• hypoxaemia
• respiratory illness

Duke et al are to be commended for their interesting report aimed to determine normal oxygen saturation values in healthy infants and children and to assess the performance of clinical signs for predicting hypoxaemia in sick neonates and children with and without acute lower respiratory infections (ALRI).¹

Acute lower respiratory infections (ALRI) account for a substantial burden of disease in children and adults, pneumonia being the leading cause of deaths in children under five, particularly in developing countries. Tachypnoea and chest retraction have been shown to be the most useful clinical signs for determining the presence of pneumonia and thus they are widely used in the diagnosis and management of this condition in children.² The World Health Organization pneumonia case detection and management programme,³ which relies on these simple signs, seems to be justified by the existing body of evidence.

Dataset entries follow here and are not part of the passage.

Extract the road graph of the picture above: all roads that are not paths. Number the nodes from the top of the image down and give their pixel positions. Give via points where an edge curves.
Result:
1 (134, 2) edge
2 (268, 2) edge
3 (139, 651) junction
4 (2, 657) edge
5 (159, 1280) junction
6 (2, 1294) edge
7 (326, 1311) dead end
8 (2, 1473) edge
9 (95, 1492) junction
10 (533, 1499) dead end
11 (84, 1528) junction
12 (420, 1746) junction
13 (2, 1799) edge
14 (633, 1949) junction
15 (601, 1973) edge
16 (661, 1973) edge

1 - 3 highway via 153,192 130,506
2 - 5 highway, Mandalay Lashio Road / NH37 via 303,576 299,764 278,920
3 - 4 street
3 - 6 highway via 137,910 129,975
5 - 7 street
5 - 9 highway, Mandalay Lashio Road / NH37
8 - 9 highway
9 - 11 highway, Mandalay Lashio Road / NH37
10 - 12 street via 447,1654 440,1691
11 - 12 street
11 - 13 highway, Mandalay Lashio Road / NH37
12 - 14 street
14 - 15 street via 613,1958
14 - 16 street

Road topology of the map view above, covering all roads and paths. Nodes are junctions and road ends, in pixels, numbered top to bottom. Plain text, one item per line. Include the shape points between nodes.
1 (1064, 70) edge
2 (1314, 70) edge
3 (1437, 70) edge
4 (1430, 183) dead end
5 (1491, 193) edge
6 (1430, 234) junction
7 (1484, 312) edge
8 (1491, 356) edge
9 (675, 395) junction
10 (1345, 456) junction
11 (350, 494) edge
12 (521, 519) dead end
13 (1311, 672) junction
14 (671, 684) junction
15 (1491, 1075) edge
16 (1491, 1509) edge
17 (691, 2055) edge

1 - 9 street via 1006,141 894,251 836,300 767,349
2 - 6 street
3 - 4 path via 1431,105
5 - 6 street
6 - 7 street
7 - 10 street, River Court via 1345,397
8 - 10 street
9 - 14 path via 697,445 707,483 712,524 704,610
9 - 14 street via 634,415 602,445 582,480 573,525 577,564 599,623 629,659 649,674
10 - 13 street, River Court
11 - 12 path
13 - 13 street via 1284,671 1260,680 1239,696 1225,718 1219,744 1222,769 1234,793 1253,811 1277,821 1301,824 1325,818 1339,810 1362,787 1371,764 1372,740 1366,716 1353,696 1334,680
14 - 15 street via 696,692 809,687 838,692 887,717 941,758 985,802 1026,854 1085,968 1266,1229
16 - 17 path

Varying degrees of hypoxaemia may be present in children with pneumonia. However, surprisingly few studies have been performed to assess normal values of haemoglobin oxygen saturation (SpO2) through the use of transcutaneous pulse oximetry, at both sea level and high altitude. Singhi’s response to Duke et al rightly emphasises that altitude of studies reported must be taken into account in the interpretation of their results.⁴ There are some reports on SpO2 values at mid- and high altitude settings in healthy and sick children.^5–8 We previously reported normal values of SpO2 in 1264 healthy children and adolescents living at 4100 m.⁹

The main conclusions of these studies performed at different altitudes are: firstly, values considered abnormal at sea level are very frequently found at high altitude in healthy children; secondly, normal values vary for different altitudes; thirdly, recommended SpO₂ cut offs for giving supplementary oxygen to sick children at sea level are clearly not applicable to high altitude settings, as according to these recommendations oxygen should be administered for values below 92%.² There is a need to perform more studies for determining which cut off values for supplementary oxygen are related to better outcomes in sick children living at high altitude. Moreover, our study at 4100 m revealed that SpO₂ values may be different according to different ethnic groups and history of exposure to high altitude. Higher SpO₂ values in Quechua children suggest a better degree of adaptation to high altitude in native populations with a longer time to exposure to high altitude. This latter finding has obvious practical implications, as high altitude native children, with higher baseline oxygen saturation levels than newcomers or resident non-native children, may need oxygen at higher cut off SpO₂ values when they are sick.

Singhi is justifiably concerned on the cost of giving oxygen to children who may not need it. Oxygen may be unacceptably expensive for health services in developing countries, particularly at primary level, where most sick children seek health care. However, hypoxaemia may be a serious, life threatening problem in sick children, particularly at high altitude, and thus we need to extend the study of Duke et al for different altitudes, in healthy and sick infants and children, to determine normal values of SpO₂ and to identify highly predictive clinical signs of hypoxaemia. The potential aggravating role of co-existing prevalent childhood diseases other than ALRI, namely diarrhoea, malnutrition, malaria, and HIV/AIDS, is also an area that warrants more attention. These data will allow providing both good quality and cost effective health care to sick children with and without ALRI.

Millions of children and adults live at high altitude. Developing a medicine based on scientific evidence that can be applicable to this setting is a major public health challenge for all of us working in those parts of the world.